The CEO noted that U.S. regulators’ approach to crypto differs from how it treated the internet a few decades ago. At the time, the U.S. led the regulatory development for the internet, creating an enabling environment that allowed entrepreneurs and investors to enter the country, greatly benefiting its economy. However, the country’s approach to crypto is forcing several innovators offshore. He added that consumers suffer because the offshore regulatory standards do not offer the strong consumer protection the U.S. can guarantee.
In his view, an excellent regulatory framework should start with clear consumer protection but with a better understanding that not all digital assets would be securities. The Ripple chief highlighted various recent regulatory developments several countries had made. According to him, these developments were “energizing” and what is “desperately missing in the U.S.”
According to Ripple CEO Brad Garlinghouse, the US is already falling behind other countries in the cryptocurrency market due to regulatory unpredictability. He highlighted America’s decision to adopt the internet in the 1990s, despite the fact that its benefits were mostly unknown at the time, and compared the technology’s potential to that of crypto.
Garlinghouse said in a recent interview with Bloomberg that nations like Australia, Japan, Singapore, the UK, and Switzerland have already implemented thorough regulations on the cryptocurrency industry, which has attracted investors and businesspeople to operate there.

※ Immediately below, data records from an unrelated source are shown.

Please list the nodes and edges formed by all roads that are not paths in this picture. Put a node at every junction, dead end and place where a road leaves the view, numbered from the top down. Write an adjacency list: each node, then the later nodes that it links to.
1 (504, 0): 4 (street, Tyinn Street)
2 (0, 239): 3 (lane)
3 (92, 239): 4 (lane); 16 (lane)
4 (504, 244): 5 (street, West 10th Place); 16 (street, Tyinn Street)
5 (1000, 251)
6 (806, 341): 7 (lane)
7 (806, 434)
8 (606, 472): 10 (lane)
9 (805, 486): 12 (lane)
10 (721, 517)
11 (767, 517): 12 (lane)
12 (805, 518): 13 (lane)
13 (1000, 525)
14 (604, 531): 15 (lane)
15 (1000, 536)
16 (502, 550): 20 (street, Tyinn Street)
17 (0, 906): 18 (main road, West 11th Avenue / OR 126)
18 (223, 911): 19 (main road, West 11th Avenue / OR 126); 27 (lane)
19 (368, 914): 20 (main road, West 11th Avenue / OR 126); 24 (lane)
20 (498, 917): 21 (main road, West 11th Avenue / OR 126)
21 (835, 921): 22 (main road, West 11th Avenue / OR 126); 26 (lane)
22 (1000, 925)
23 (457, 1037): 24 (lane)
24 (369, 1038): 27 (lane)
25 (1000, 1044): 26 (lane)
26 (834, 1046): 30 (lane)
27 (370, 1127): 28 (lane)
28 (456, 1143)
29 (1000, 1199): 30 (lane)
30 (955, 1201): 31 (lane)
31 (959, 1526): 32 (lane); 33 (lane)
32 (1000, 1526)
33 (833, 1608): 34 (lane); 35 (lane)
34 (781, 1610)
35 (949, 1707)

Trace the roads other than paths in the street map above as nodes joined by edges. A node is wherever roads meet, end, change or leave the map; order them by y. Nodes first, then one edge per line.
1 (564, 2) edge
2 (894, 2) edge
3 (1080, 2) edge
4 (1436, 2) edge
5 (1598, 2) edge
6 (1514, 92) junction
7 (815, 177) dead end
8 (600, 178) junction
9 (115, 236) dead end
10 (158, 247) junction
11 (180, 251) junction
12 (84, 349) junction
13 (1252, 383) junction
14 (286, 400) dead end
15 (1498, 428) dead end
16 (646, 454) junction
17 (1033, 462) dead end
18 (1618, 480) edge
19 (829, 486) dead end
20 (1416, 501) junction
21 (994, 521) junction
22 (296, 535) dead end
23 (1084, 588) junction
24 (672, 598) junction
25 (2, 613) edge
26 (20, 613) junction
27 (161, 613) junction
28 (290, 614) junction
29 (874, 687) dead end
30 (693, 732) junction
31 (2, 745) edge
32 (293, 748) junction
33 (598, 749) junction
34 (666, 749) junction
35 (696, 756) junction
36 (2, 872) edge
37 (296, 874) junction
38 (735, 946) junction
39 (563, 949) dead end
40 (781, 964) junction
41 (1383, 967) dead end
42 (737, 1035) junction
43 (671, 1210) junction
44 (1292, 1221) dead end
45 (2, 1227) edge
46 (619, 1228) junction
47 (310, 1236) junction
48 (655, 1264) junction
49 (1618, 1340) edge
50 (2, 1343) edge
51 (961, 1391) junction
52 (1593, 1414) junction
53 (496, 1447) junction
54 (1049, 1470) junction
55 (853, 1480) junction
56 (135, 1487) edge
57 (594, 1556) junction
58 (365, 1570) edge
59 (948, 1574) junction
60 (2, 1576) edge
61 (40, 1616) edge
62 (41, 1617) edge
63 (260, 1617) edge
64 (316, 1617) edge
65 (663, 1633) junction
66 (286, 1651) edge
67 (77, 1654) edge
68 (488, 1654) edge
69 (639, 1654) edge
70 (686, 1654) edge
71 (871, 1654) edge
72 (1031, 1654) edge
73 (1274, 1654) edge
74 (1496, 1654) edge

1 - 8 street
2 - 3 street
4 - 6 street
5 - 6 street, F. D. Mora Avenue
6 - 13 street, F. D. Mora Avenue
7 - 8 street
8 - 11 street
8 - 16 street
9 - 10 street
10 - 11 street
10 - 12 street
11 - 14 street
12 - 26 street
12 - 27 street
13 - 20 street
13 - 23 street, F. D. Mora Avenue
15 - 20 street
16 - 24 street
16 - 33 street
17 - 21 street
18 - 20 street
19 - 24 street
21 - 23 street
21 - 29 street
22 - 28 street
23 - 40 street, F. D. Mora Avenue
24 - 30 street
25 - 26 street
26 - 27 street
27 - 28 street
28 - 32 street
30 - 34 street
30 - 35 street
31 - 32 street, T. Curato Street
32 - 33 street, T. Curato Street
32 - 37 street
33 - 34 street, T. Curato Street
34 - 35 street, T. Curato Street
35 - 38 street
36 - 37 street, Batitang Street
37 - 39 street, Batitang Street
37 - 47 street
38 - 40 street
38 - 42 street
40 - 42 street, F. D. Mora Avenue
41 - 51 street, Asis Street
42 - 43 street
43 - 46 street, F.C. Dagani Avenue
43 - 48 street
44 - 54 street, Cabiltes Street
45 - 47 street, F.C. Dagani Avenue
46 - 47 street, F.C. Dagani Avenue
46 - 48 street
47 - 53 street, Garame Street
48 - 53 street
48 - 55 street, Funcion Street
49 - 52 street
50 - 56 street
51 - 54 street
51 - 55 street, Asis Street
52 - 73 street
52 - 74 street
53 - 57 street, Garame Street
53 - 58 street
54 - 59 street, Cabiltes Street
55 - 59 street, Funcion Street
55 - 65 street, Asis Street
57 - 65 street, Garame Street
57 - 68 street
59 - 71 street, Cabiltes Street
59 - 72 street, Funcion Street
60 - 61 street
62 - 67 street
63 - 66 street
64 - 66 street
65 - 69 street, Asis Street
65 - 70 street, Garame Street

Garlinghouse said, using the early days of the Internet as an example. He praised the US for establishing proper regulations in the late 1990s that allowed it to transform into the technology hub it is today. He believes that the optimum regulatory structure for cryptocurrencies should prioritize consumer protection. The SEC should also stop treating everything as though it were a nail and cease acting like a hammer while also realizing that not all assets are securities.
Gary Gensler, the chairman of the SEC, recently reaffirmed his belief that “everything but bitcoin” is a security. As a result, he urged that the agency should monitor and oversee all cryptocurrency transactions, with the exception of those involving BTC. In 2020, the American Securities and Exchange Commission filed a lawsuit against Ripple, claiming that its officials had sold XRP tokens to investors without properly registering them as securities. Garlinghouse thinks the conclusion of the legal dispute, even if it hasn’t been resolved, will be “pivotal” for the industry as a whole.
The SEC’s lawsuit against Ripple is truly about the industry as a whole and how the SEC plans to play offense and take on the entire market, not just Ripple or XRP. The CEO expressed his opinion that the regulator should not establish regulations through enforcement. Instead, it should permit technological advancement while offering investors the highest level of security.